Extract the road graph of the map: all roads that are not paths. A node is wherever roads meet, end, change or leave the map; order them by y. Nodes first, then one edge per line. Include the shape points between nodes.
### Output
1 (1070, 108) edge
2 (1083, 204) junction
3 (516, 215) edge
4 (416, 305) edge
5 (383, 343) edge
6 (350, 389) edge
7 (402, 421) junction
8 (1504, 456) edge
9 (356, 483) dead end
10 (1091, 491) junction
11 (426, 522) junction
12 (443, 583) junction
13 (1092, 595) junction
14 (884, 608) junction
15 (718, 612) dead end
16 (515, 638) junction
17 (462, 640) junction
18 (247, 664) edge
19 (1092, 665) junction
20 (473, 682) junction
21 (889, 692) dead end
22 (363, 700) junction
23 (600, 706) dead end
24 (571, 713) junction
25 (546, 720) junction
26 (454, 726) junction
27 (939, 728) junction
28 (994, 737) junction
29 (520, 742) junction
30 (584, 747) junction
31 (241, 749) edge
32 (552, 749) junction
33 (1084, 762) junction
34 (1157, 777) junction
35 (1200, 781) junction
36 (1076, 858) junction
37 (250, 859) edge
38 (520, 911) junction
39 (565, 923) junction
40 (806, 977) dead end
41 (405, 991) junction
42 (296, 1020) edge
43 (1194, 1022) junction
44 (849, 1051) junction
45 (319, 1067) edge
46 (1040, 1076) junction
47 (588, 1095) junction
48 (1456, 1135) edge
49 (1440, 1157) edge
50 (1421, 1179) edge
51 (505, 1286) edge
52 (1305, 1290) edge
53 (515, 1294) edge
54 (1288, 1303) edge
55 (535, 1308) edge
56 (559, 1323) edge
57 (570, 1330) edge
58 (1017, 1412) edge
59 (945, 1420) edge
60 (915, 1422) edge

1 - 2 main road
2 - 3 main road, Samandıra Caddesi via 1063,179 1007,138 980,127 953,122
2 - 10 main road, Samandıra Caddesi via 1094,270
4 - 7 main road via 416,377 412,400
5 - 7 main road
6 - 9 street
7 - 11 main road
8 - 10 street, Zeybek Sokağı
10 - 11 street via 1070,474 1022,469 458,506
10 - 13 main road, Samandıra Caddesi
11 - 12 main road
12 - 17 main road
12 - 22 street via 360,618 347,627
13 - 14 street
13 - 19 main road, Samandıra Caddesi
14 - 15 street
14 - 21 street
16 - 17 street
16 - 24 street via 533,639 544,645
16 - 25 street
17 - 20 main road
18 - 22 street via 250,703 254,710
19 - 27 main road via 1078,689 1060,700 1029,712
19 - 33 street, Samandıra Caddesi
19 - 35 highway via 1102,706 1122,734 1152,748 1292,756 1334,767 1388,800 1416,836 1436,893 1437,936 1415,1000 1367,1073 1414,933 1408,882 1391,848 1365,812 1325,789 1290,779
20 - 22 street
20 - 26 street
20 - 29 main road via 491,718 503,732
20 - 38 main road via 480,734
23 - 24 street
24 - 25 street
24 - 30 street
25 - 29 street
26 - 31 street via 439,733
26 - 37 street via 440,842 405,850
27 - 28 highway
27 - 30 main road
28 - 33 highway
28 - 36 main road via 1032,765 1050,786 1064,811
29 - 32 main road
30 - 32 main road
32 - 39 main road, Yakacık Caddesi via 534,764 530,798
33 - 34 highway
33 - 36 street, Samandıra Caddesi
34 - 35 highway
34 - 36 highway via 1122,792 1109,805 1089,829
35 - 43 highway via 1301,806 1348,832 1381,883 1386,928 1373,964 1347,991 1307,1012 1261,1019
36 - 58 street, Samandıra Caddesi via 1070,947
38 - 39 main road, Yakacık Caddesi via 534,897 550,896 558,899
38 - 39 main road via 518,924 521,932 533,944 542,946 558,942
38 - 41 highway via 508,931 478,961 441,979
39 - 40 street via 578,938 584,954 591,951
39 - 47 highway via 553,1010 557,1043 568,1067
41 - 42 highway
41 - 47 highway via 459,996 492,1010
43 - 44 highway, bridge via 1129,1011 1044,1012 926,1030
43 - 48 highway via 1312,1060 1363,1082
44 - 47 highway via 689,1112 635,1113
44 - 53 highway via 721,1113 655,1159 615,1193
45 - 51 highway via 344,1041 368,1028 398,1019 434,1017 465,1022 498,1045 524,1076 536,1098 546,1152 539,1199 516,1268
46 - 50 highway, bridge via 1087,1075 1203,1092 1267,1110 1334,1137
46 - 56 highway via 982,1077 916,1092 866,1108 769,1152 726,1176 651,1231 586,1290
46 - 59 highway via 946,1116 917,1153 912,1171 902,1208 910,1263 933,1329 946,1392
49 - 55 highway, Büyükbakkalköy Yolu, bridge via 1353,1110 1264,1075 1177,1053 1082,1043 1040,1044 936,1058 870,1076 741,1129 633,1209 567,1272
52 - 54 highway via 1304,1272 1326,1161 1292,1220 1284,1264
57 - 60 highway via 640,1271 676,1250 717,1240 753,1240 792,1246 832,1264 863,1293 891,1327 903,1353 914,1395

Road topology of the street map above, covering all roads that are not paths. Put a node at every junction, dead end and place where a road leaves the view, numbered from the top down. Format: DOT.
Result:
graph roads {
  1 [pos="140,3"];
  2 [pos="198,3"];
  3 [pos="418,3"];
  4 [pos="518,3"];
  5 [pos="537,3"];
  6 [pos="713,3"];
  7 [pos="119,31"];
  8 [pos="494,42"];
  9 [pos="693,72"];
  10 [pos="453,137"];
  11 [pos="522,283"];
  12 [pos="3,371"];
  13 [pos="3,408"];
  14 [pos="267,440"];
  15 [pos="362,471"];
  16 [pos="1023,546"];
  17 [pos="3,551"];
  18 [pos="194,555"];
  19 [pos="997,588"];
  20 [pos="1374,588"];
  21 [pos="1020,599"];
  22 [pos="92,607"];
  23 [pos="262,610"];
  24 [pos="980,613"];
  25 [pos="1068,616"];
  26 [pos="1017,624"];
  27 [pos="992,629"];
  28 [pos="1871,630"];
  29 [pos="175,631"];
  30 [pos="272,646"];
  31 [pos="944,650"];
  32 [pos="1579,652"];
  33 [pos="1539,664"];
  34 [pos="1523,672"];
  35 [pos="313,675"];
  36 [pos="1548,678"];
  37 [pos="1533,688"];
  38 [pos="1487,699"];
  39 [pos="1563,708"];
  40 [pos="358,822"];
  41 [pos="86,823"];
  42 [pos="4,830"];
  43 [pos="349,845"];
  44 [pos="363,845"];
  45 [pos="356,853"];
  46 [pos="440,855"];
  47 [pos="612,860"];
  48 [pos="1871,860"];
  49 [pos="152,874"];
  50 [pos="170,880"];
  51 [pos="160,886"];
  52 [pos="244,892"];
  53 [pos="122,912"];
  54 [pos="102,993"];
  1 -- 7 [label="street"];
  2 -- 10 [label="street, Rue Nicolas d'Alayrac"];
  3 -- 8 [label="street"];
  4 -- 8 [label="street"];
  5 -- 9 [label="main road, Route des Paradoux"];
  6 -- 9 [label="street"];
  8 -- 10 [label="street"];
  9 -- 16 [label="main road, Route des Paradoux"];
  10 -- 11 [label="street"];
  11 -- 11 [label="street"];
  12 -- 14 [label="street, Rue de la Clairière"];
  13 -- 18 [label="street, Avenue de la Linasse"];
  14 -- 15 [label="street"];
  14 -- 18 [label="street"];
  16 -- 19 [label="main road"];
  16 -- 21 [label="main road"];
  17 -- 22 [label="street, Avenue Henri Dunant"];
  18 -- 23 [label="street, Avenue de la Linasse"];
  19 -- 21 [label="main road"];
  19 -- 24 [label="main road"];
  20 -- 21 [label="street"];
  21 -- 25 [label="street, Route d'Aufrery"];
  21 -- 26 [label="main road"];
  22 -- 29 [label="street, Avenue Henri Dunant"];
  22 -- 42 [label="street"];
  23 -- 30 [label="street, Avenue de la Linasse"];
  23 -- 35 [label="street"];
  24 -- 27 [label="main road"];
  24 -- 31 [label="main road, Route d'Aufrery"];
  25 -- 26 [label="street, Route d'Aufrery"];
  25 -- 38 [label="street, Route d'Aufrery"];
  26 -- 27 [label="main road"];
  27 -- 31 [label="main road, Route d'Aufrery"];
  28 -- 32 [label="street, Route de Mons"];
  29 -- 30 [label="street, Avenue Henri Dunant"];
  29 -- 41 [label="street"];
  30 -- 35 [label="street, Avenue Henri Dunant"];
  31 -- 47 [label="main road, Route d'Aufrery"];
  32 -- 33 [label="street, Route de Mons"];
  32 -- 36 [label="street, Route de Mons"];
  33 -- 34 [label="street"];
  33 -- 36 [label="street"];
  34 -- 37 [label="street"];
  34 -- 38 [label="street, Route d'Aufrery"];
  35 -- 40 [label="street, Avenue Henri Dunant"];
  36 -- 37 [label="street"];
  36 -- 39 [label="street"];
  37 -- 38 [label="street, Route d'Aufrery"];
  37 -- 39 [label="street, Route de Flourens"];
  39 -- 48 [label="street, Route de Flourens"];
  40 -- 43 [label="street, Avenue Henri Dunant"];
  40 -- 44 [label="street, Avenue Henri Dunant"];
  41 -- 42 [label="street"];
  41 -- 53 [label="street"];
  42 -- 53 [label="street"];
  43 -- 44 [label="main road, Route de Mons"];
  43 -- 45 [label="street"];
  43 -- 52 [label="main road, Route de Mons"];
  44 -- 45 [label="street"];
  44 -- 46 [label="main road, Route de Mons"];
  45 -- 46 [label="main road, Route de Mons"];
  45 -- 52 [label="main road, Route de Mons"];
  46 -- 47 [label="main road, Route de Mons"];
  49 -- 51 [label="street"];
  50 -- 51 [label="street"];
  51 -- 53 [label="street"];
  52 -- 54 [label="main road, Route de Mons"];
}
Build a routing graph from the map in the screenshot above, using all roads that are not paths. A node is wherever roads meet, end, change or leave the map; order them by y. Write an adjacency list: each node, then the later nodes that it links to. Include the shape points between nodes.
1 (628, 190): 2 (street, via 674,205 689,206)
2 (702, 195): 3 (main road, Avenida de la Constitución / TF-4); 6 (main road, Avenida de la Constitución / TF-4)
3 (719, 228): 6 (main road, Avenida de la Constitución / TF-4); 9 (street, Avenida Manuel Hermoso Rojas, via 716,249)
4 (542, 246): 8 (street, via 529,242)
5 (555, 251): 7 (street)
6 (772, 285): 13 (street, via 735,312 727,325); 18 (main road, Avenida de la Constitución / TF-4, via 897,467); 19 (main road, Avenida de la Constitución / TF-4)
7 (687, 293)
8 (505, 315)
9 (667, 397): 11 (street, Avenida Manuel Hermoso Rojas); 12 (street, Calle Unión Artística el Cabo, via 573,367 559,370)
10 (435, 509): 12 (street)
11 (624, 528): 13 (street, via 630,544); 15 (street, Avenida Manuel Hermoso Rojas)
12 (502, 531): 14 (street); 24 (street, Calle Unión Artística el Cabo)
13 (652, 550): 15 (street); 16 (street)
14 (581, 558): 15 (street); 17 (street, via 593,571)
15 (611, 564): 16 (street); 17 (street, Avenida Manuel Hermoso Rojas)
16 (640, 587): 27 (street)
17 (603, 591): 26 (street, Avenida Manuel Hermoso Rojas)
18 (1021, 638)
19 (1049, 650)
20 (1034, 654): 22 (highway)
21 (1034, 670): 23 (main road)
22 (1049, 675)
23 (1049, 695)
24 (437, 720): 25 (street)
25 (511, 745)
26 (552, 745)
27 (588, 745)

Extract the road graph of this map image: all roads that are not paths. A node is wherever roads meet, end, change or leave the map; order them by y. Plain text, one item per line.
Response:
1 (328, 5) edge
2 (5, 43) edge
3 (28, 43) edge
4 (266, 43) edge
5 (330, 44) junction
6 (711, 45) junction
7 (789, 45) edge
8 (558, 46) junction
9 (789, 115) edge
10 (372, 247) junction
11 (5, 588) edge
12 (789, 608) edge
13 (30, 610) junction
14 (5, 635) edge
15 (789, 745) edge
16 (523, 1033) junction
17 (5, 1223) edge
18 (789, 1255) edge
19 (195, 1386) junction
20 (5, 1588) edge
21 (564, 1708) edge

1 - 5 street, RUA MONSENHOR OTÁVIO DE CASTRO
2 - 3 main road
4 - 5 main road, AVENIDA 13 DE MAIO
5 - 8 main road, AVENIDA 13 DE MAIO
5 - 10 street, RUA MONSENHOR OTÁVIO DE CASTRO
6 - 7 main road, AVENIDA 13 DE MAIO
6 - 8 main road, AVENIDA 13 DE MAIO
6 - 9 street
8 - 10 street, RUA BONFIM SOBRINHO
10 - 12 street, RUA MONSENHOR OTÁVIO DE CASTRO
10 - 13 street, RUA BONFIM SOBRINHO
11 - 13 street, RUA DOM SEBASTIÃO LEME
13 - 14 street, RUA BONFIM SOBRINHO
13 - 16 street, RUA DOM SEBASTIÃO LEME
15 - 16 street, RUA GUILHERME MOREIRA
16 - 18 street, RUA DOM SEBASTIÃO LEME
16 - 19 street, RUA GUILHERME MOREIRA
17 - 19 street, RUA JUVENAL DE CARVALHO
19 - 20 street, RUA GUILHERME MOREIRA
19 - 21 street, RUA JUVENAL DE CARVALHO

Exercise - Copy each line of the data that contains the word "Unión".

Response area -
9 (667, 397): 11 (street, Avenida Manuel Hermoso Rojas); 12 (street, Calle Unión Artística el Cabo, via 573,367 559,370)
12 (502, 531): 14 (street); 24 (street, Calle Unión Artística el Cabo)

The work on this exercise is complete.